/t5-for-code-generation

Semantic Parsing with text-to-text Transformers

Primary LanguagePythonGNU General Public License v3.0GPL-3.0

Text-to-Text Transformers for Semantic Parsing

This repository is used to finetune a T5 model on the task of semantic parsing, a.k.a. generating (Python) code out of natural language descriptions. For more details, please refer to the relevant paper.

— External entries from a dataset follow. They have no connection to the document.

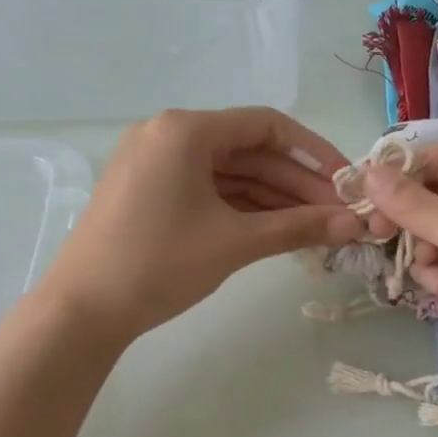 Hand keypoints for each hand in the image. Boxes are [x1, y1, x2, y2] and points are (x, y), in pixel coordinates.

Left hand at [35, 107, 361, 345]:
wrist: (82, 311)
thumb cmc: (160, 264)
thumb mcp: (235, 242)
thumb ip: (299, 226)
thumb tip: (355, 224)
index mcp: (185, 129)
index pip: (267, 126)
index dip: (314, 152)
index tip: (346, 182)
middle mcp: (167, 134)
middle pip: (248, 151)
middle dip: (296, 183)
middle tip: (337, 214)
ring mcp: (154, 163)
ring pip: (228, 173)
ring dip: (272, 198)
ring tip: (315, 226)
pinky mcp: (147, 191)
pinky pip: (206, 189)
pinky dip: (241, 206)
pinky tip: (275, 228) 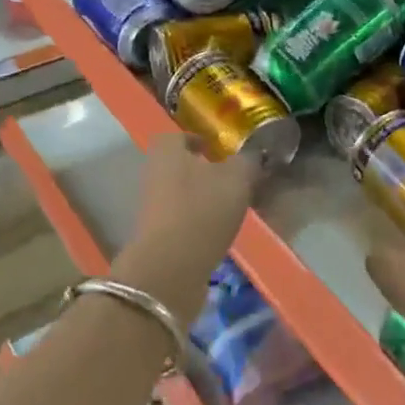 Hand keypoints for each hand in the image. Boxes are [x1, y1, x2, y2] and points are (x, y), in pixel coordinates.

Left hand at [119, 131, 260, 318]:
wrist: (170, 268)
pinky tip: (219, 231)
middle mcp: (153, 174)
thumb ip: (247, 162)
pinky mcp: (156, 236)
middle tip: (232, 179)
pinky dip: (198, 222)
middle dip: (202, 171)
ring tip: (231, 207)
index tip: (218, 150)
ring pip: (180, 193)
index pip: (178, 136)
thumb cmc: (202, 210)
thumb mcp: (237, 179)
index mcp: (167, 151)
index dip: (198, 140)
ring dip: (202, 198)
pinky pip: (181, 220)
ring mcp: (151, 207)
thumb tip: (253, 154)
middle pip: (179, 166) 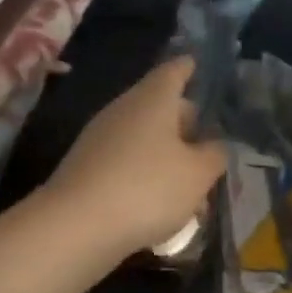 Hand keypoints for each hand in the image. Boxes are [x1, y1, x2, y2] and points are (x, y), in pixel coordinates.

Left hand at [45, 57, 227, 257]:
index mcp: (152, 99)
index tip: (198, 66)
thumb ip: (214, 154)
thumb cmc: (147, 188)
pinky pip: (125, 163)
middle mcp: (122, 110)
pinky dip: (145, 176)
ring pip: (143, 139)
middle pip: (159, 106)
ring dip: (167, 158)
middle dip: (185, 124)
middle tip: (208, 147)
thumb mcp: (198, 174)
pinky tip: (160, 206)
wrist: (77, 225)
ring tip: (191, 190)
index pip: (174, 70)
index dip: (189, 68)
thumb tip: (213, 144)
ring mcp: (99, 139)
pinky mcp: (87, 168) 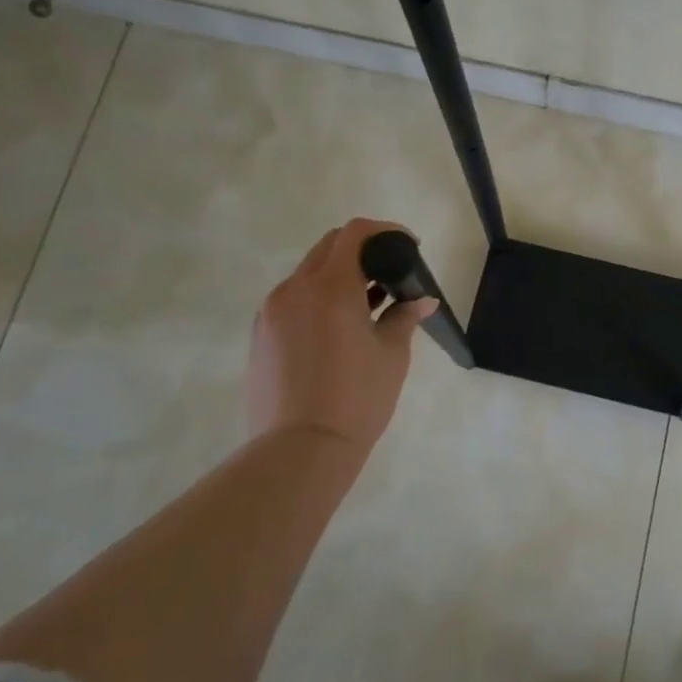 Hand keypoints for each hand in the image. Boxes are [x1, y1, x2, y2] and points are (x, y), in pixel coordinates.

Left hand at [246, 218, 437, 465]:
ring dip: (339, 276)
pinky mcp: (260, 335)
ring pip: (308, 274)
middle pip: (328, 248)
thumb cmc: (356, 398)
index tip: (408, 246)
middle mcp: (295, 289)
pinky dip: (318, 299)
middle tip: (390, 274)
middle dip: (361, 251)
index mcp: (330, 287)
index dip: (385, 230)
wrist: (300, 450)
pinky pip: (293, 300)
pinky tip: (339, 329)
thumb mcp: (391, 354)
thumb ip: (404, 317)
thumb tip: (422, 300)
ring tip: (368, 305)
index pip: (354, 234)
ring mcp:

@misc{papanikolaou2021teach,
      title={Teach me how to Label: Labeling Functions from Natural Language with Text-to-text Transformers}, 
      author={Yannis Papanikolaou},
      year={2021},
      eprint={2101.07138},
      archivePrefix={arXiv},
      primaryClass={cs.CL}
}

Along with our code we include the relevant datasets used in the paper. The CoNaLa dataset, as well as the evaluation script are taken from the CoNaLa project website: https://conala-corpus.github.io/

Finetuned models

You can find a t5-small and a t5-large model, both finetuned on CoNaLa (gold+noisy data) here: https://huggingface.co/yannis-papanikolaou/t5-code-generation

Results

You can reproduce results of the paper by downloading one of the above models and then run with:

PYTHONPATH=. python t5_experiments/scripts/train_predict.py --validation-file data/conala-test.json --language-model t5-small --model-dir <finetuned-model-dir>

You can also finetune a model on CoNaLa with:

PYTHONPATH=. python t5_experiments/scripts/train_predict.py --training-file data/conala-train.json --validation-file data/conala-test.json --language-model t5-small --model-dir <finetuned-model-dir>

Notes

  • To fit a larger model on a "normal" GPU, you might need to use gradient accumulation to emulate larger batches (for example a batch with 4 samples and gradient accumulaiion of 8 will emulate a batch size of 32). With this approach we could fit t5-large on a 16Gb V100.
  • The code has been tested with Python 3.8.
  • Do make sure that transformers==3.1.0 when using the finetuned models, otherwise you might run into funny results, due to a major update in transformers library tokenizers.